§ **WORK TASK**
I'd like every line in the following listing that holds "Patalmuniappa" copied.

§ **RECORDS SUPPLIED**

>>>

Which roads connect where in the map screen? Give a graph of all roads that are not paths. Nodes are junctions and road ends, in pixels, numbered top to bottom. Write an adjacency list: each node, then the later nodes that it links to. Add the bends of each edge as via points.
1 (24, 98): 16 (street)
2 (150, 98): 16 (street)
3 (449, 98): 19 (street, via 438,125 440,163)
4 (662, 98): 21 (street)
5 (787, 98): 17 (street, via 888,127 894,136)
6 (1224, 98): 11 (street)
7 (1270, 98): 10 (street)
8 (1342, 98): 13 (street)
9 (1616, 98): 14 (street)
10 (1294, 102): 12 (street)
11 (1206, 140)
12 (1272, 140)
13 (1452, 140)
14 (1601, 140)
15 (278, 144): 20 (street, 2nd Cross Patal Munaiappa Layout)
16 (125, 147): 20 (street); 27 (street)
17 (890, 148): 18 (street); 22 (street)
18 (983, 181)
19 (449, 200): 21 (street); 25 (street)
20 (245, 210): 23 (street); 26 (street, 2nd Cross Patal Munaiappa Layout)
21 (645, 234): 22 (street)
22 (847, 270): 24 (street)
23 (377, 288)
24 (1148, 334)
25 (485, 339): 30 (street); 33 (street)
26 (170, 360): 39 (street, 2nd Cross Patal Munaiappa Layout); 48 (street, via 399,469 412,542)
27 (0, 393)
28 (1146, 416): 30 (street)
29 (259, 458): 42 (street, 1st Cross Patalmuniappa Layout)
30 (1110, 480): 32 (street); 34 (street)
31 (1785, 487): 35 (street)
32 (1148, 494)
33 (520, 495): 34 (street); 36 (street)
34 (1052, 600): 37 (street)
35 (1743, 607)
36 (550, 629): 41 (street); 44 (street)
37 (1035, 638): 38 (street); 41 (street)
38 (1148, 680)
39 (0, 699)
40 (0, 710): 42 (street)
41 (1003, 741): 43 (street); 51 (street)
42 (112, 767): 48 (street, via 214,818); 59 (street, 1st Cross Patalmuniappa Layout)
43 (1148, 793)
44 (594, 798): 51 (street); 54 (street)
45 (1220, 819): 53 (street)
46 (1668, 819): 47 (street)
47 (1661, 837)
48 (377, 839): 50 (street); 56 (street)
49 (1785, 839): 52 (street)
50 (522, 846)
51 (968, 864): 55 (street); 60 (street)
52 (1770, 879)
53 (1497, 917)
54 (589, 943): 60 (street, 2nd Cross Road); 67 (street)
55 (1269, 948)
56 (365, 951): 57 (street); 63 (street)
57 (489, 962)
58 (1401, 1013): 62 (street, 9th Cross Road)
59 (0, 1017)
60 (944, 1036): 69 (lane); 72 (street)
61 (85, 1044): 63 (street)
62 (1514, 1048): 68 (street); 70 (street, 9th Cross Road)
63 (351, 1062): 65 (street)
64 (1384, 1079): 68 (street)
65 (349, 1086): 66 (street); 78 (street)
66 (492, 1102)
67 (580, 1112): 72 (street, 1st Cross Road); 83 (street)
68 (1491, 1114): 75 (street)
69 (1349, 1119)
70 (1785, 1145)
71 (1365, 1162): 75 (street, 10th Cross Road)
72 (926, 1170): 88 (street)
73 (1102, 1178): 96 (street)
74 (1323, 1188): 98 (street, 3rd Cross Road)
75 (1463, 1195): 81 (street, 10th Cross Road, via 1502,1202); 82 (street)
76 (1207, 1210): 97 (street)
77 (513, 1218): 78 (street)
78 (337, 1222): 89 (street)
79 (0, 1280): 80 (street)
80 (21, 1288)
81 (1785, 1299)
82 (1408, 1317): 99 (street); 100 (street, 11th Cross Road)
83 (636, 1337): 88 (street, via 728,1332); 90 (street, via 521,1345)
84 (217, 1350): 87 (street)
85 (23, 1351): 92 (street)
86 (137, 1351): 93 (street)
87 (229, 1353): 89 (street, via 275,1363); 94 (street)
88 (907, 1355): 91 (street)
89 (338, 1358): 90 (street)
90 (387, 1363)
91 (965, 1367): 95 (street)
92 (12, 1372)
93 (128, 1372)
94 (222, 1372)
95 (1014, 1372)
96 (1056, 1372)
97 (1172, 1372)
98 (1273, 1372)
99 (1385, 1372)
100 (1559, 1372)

<<<

§ **ANSWER FOR THE TASK**
29 (259, 458): 42 (street, 1st Cross Patalmuniappa Layout)
42 (112, 767): 48 (street, via 214,818); 59 (street, 1st Cross Patalmuniappa Layout)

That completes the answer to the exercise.